With the material below, print exactly the lines between the line holding "static void fillRRect(SkCanvas*" and the line holding "377, font3, 0xFF334155);", inclusive. Add nothing else.
#### Provided entries
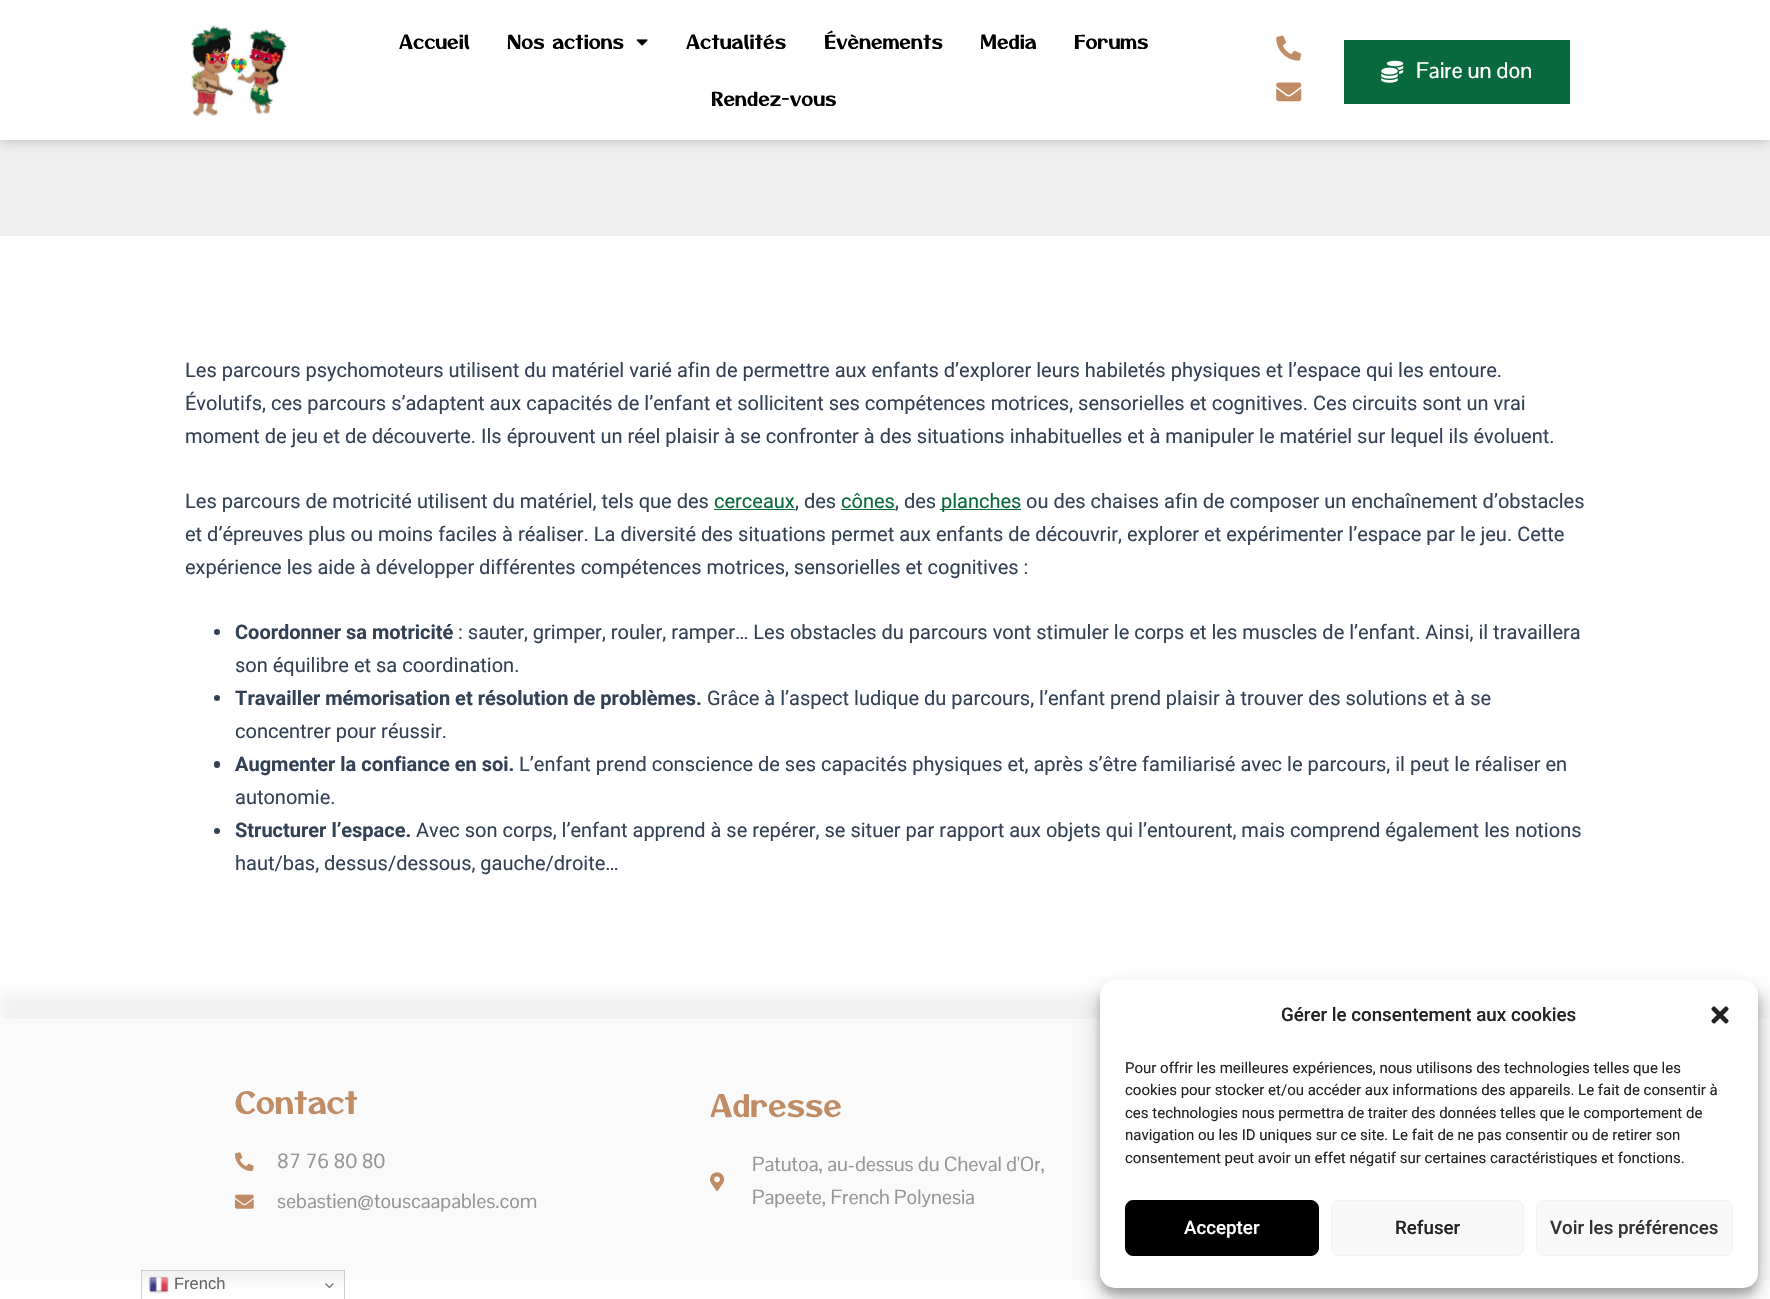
#include "include/core/SkBlurTypes.h"
#include "include/core/SkCanvas.h"
#include "include/core/SkData.h"
#include "include/core/SkFont.h"
#include "include/core/SkFontMgr.h"
#include "include/core/SkImage.h"
#include "include/core/SkMaskFilter.h"
#include "include/core/SkPaint.h"
#include "include/core/SkPathBuilder.h"
#include "include/core/SkTextBlob.h"
#include "include/effects/SkDashPathEffect.h"
#include "include/effects/SkGradientShader.h"
#include "include/utils/SkParsePath.h"

extern sk_sp<SkFontMgr> fontMgr;

static SkFont font(const char* family, int weight, float size, bool italic = false) {
    SkFontStyle style(weight, SkFontStyle::kNormal_Width,
        italic ? SkFontStyle::kItalic_Slant : SkFontStyle::kUpright_Slant);
    SkFont result(fontMgr->matchFamilyStyle(family, style), size);
    result.setSubpixel(true);
    return result;
}

static void drawLabel(SkCanvas* canvas, const char* s, float x, float y, const SkFont& font, SkColor color) {
    SkPaint ink(SkColor4f::FromColor(color));
    ink.setAntiAlias(true);
    canvas->drawString(s, x, y, font, ink);
}

static void fillRect(SkCanvas* canvas, float x, float y, float w, float h, SkColor color) {
    SkPaint ink(SkColor4f::FromColor(color));
    ink.setAntiAlias(true);
    canvas->drawRect(SkRect::MakeXYWH(x, y, w, h), ink);
}

static void fillRRect(SkCanvas* canvas, float x, float y, float w, float h, float radius, SkColor color) {
    SkPaint ink(SkColor4f::FromColor(color));
    ink.setAntiAlias(true);
    canvas->drawRoundRect(SkRect::MakeXYWH(x, y, w, h), radius, radius, ink);
}

static void drawPhoto(SkCanvas* canvas, const char* path, float x, float y, float w, float h) {
    auto image = SkImages::DeferredFromEncodedData(SkData::MakeFromFileName(path));
    canvas->drawImageRect(image, SkRect::MakeXYWH(x, y, w, h), SkSamplingOptions());
}

void draw(SkCanvas* canvas) {
    SkPaint paint;
    paint.setAntiAlias(true);
    canvas->clear(0xFFFFFFFF);
    fillRect(canvas, 0, 140, 1770, 96, 0xFFEFEFEF);
    paint.setColor(0x40000000);
    paint.setMaskFilter(SkMaskFilter::MakeBlur(kNormal_SkBlurStyle, 6));
    canvas->drawRect(SkRect::MakeXYWH(0, 0, 1770, 140), paint);
    paint.setMaskFilter(nullptr);
    fillRect(canvas, 0, 0, 1770, 140, 0xFFFFFFFF);
    drawPhoto(canvas, "assets/img1.png", 190, 25, 98, 92);
    SkFont font1 = font("Otomanopee One", 400, 18.75f);
    drawLabel(canvas, "Accueil", 399, 49, font1, 0xFF000000);
    drawLabel(canvas, "Nos actions", 507, 49, font1, 0xFF000000);
    drawPhoto(canvas, "assets/img2.png", 636, 39, 12, 7);
    drawLabel(canvas, "Actualités", 686, 49, font1, 0xFF000000);
    drawLabel(canvas, "Évènements", 824, 49, font1, 0xFF000000);
    drawLabel(canvas, "Media", 980, 49, font1, 0xFF000000);
    drawLabel(canvas, "Forums", 1074, 49, font1, 0xFF000000);
    drawLabel(canvas, "Rendez-vous", 711, 106, font1, 0xFF000000);
    drawPhoto(canvas, "assets/img3.png", 1276, 35, 26, 26);
    drawPhoto(canvas, "assets/img4.png", 1276, 82, 26, 20);
    fillRect(canvas, 1344, 40, 226, 64, 0xFF08693C);
    drawPhoto(canvas, "assets/img5.png", 1381, 60, 23, 23);
    SkFont font2 = font("Pontano Sans", 500, 22);
    drawLabel(canvas, "Faire un don", 1416, 78, font2, 0xFFFFFFFF);
    SkFont font3 = font("Roboto", 400, 20);
    drawLabel(canvas, "Les parcours psychomoteurs utilisent du matériel varié afin de permettre aux enfants d’explorer leurs habiletés physiques et l’espace qui les entoure.", 185, 377, font3, 0xFF334155);
    drawLabel(canvas, "Évolutifs, ces parcours s’adaptent aux capacités de l’enfant et sollicitent ses compétences motrices, sensorielles et cognitives. Ces circuits sont un vrai", 185, 410, font3, 0xFF334155);
    drawLabel(canvas, "moment de jeu et de découverte. Ils éprouvent un réel plaisir à se confronter à des situations inhabituelles et à manipuler le matériel sur lequel ils évoluent.", 185, 443, font3, 0xFF334155);
    drawLabel(canvas, "Les parcours de motricité utilisent du matériel, tels que des", 185, 508, font3, 0xFF334155);
    drawLabel(canvas, "cerceaux", 714, 508, font3, 0xFF09693C);
    fillRect(canvas, 714, 509, 81, 1, 0xFF09693C);
    drawLabel(canvas, ", des", 795, 508, font3, 0xFF334155);
    drawLabel(canvas, "cônes", 841, 508, font3, 0xFF09693C);
    fillRect(canvas, 841, 509, 54, 1, 0xFF09693C);
    drawLabel(canvas, ", des", 895, 508, font3, 0xFF334155);
    fillRect(canvas, 940, 509, 81, 1, 0xFF09693C);
    drawLabel(canvas, "planches", 941, 508, font3, 0xFF09693C);
    drawLabel(canvas, "ou des chaises afin de composer un enchaînement d’obstacles", 1026, 508, font3, 0xFF334155);
    drawLabel(canvas, "et d’épreuves plus ou moins faciles à réaliser. La diversité des situations permet aux enfants de découvrir, explorer et expérimenter l’espace par le jeu. Cette", 185, 541, font3, 0xFF334155);
    drawLabel(canvas, "expérience les aide à développer différentes compétences motrices, sensorielles et cognitives :", 185, 574, font3, 0xFF334155);
    paint.setColor(0xFF334155);
    canvas->drawCircle(217, 632, 3, paint);
    SkFont font4 = font("Roboto", 700, 20);
    drawLabel(canvas, "Coordonner sa motricité", 235, 639, font4, 0xFF334155);
    drawLabel(canvas, ": sauter, grimper, rouler, ramper… Les obstacles du parcours vont stimuler le corps et les muscles de l’enfant. Ainsi, il travaillera", 458, 639, font3, 0xFF334155);
    drawLabel(canvas, "son équilibre et sa coordination.", 235, 672, font3, 0xFF334155);
    canvas->drawCircle(217, 698, 3, paint);
    drawLabel(canvas, "Travailler mémorisation et résolution de problèmes.", 235, 705, font4, 0xFF334155);
    drawLabel(canvas, "Grâce à l’aspect ludique du parcours, l’enfant prend plaisir à trouver des solutions et à se", 707, 705, font3, 0xFF334155);
    drawLabel(canvas, "concentrer pour réussir.", 235, 738, font3, 0xFF334155);
    fillRRect(canvas, 214, 761, 6, 7, 3, 0xFF334155);
    drawLabel(canvas, "Augmenter la confiance en soi.", 235, 771, font4, 0xFF334155);
    drawLabel(canvas, "L’enfant prend conscience de ses capacités physiques et, après s’être familiarisé avec le parcours, il peut le réaliser en", 519, 771, font3, 0xFF334155);
    drawLabel(canvas, "autonomie.", 235, 804, font3, 0xFF334155);
    canvas->drawCircle(217, 831, 3, paint);
    drawLabel(canvas, "Structurer l’espace.", 235, 837, font4, 0xFF334155);
    drawLabel(canvas, "Avec son corps, l’enfant apprend à se repérer, se situer par rapport aux objets qui l’entourent, mais comprend également les notions", 416, 837, font3, 0xFF334155);
    drawLabel(canvas, "haut/bas, dessus/dessous, gauche/droite…", 235, 870, font3, 0xFF334155);
    paint.setColor(0x0D000000);
    paint.setMaskFilter(SkMaskFilter::MakeBlur(kNormal_SkBlurStyle, 6));
    canvas->drawRect(SkRect::MakeXYWH(0, 994, 1770, 261), paint);
    paint.setMaskFilter(nullptr);
    fillRect(canvas, 0, 1019, 1770, 261, 0xFFFAFAFA);
    SkFont font5 = font("Otomanopee One", 400, 30);
    drawLabel(canvas, "Contact", 235, 1114, font5, 0xFFC08C65);
    drawPhoto(canvas, "assets/img6.png", 235, 1152, 19, 20);
    SkFont font6 = font("Pontano Sans", 400, 20);
    drawLabel(canvas, "87 76 80 80", 277, 1168, font6, 0xFF969696);
    drawPhoto(canvas, "assets/img7.png", 235, 1194, 19, 15);
    drawLabel(canvas, "sebastien@touscaapables.com", 277, 1208, font6, 0xFF969696);
    drawLabel(canvas, "Adresse", 710, 1117, font5, 0xFFC08C65);
    drawPhoto(canvas, "assets/img8.png", 710, 1172, 15, 19);
    drawLabel(canvas, "Patutoa, au-dessus du Cheval d'Or,", 752, 1171, font6, 0xFF969696);
    drawLabel(canvas, "Papeete, French Polynesia", 752, 1204, font6, 0xFF969696);
    paint.setColor(0x3B000000);
    paint.setMaskFilter(SkMaskFilter::MakeBlur(kNormal_SkBlurStyle, 4));
    canvas->drawRoundRect(SkRect::MakeXYWH(1100, 988, 658, 307), 15, 15, paint);
    paint.setMaskFilter(nullptr);
    paint.setColor(0x30000000);
    paint.setMaskFilter(SkMaskFilter::MakeBlur(kNormal_SkBlurStyle, 12.5f));
    canvas->drawRoundRect(SkRect::MakeXYWH(1100, 993, 658, 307), 15, 15, paint);
    paint.setMaskFilter(nullptr);
    fillRRect(canvas, 1100, 980, 658, 308, 15, 0xFFFFFFFF);
    SkFont font7 = font("Roboto", 500, 18.75f);
    drawLabel(canvas, "Gérer le consentement aux cookies", 1281, 1021, font7, 0xFF222222);
    drawPhoto(canvas, "assets/img9.png", 1711, 1006, 18, 18);
    SkFont font8 = font("Roboto", 400, 15);
    drawLabel(canvas, "Pour offrir les meilleures expériences, nous utilisons des technologies telles que les", 1125, 1073, font8, 0xFF222222);
    drawLabel(canvas, "cookies pour stocker et/ou accéder aux informations des appareils. Le fait de consentir à", 1125, 1095, font8, 0xFF222222);
    drawLabel(canvas, "ces technologies nous permettra de traiter des données telles que le comportement de", 1125, 1118, font8, 0xFF222222);
    drawLabel(canvas, "navigation ou les ID uniques sur ce site. Le fait de ne pas consentir ou de retirer son", 1125, 1140, font8, 0xFF222222);
    drawLabel(canvas, "consentement peut avoir un effet négatif sur certaines caractéristiques et fonctions.", 1125, 1163, font8, 0xFF222222);
    paint.setColor(0xFF000000);
    canvas->drawRoundRect(SkRect::MakeXYWH(1125.5f, 1200.5f, 193, 55), 7.5f, 7.5f, paint);
    paint.setStroke(true);
    paint.setStrokeWidth(1);
    canvas->drawRoundRect(SkRect::MakeXYWH(1125.5f, 1200.5f, 193, 55), 7.5f, 7.5f, paint);
    drawLabel(canvas, "Accepter", 1184, 1234, font7, 0xFFFFFFFF);
    paint.setStroke(false);
    paint.setColor(0xFFF9F9F9);
    canvas->drawRoundRect(SkRect::MakeXYWH(1331.5f, 1200.5f, 192, 55), 7.5f, 7.5f, paint);
    paint.setStroke(true);
    paint.setColor(0xFFF2F2F2);
    canvas->drawRoundRect(SkRect::MakeXYWH(1331.5f, 1200.5f, 192, 55), 7.5f, 7.5f, paint);
    drawLabel(canvas, "Refuser", 1395, 1234, font7, 0xFF222222);
    paint.setStroke(false);
    paint.setColor(0xFFF9F9F9);
    canvas->drawRoundRect(SkRect::MakeXYWH(1536.5f, 1200.5f, 196, 55), 7.5f, 7.5f, paint);
    paint.setStroke(true);
    paint.setColor(0xFFF2F2F2);
    canvas->drawRoundRect(SkRect::MakeXYWH(1536.5f, 1200.5f, 196, 55), 7.5f, 7.5f, paint);
    drawLabel(canvas, "Voir les préférences", 1550, 1234, font7, 0xFF333333);
    paint.setStroke(false);
    {
        const SkColor colors[] = {0xFFEFEFEF, 0xFFFFFFFF};
        const float stops[] = {0, 0.7f};
        const SkPoint ends[] = {{243, 1270}, {243, 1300}};
        paint.setShader(SkGradientShader::MakeLinear(ends, colors, stops, 2, SkTileMode::kClamp));
        paint.setAlpha(255);
    }
    canvas->drawRect(SkRect::MakeXYWH(142, 1271, 202, 17), paint);
    paint.setStroke(true);
    paint.setShader(nullptr);
    paint.setColor(0xFFCCCCCC);
    canvas->drawRect(SkRect::MakeXYWH(141.5f, 1270.5f, 203, 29), paint);
    drawPhoto(canvas, "assets/img10.png", 148, 1276, 21, 18);
    SkFont font9 = font("Liberation Sans", 400, 16.5f);
    drawLabel(canvas, "French", 174, 1289, font9, 0xFF666666);
    drawPhoto(canvas, "assets/img11.png", 325, 1283, 9, 6);
}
########
#### Output below:
static void fillRRect(SkCanvas* canvas, float x, float y, float w, float h, float radius, SkColor color) {
    SkPaint ink(SkColor4f::FromColor(color));
    ink.setAntiAlias(true);
    canvas->drawRoundRect(SkRect::MakeXYWH(x, y, w, h), radius, radius, ink);
}

static void drawPhoto(SkCanvas* canvas, const char* path, float x, float y, float w, float h) {
    auto image = SkImages::DeferredFromEncodedData(SkData::MakeFromFileName(path));
    canvas->drawImageRect(image, SkRect::MakeXYWH(x, y, w, h), SkSamplingOptions());
}

void draw(SkCanvas* canvas) {
    SkPaint paint;
    paint.setAntiAlias(true);
    canvas->clear(0xFFFFFFFF);
    fillRect(canvas, 0, 140, 1770, 96, 0xFFEFEFEF);
    paint.setColor(0x40000000);
    paint.setMaskFilter(SkMaskFilter::MakeBlur(kNormal_SkBlurStyle, 6));
    canvas->drawRect(SkRect::MakeXYWH(0, 0, 1770, 140), paint);
    paint.setMaskFilter(nullptr);
    fillRect(canvas, 0, 0, 1770, 140, 0xFFFFFFFF);
    drawPhoto(canvas, "assets/img1.png", 190, 25, 98, 92);
    SkFont font1 = font("Otomanopee One", 400, 18.75f);
    drawLabel(canvas, "Accueil", 399, 49, font1, 0xFF000000);
    drawLabel(canvas, "Nos actions", 507, 49, font1, 0xFF000000);
    drawPhoto(canvas, "assets/img2.png", 636, 39, 12, 7);
    drawLabel(canvas, "Actualités", 686, 49, font1, 0xFF000000);
    drawLabel(canvas, "Évènements", 824, 49, font1, 0xFF000000);
    drawLabel(canvas, "Media", 980, 49, font1, 0xFF000000);
    drawLabel(canvas, "Forums", 1074, 49, font1, 0xFF000000);
    drawLabel(canvas, "Rendez-vous", 711, 106, font1, 0xFF000000);
    drawPhoto(canvas, "assets/img3.png", 1276, 35, 26, 26);
    drawPhoto(canvas, "assets/img4.png", 1276, 82, 26, 20);
    fillRect(canvas, 1344, 40, 226, 64, 0xFF08693C);
    drawPhoto(canvas, "assets/img5.png", 1381, 60, 23, 23);
    SkFont font2 = font("Pontano Sans", 500, 22);
    drawLabel(canvas, "Faire un don", 1416, 78, font2, 0xFFFFFFFF);
    SkFont font3 = font("Roboto", 400, 20);
    drawLabel(canvas, "Les parcours psychomoteurs utilisent du matériel varié afin de permettre aux enfants d’explorer leurs habiletés physiques et l’espace qui les entoure.", 185, 377, font3, 0xFF334155);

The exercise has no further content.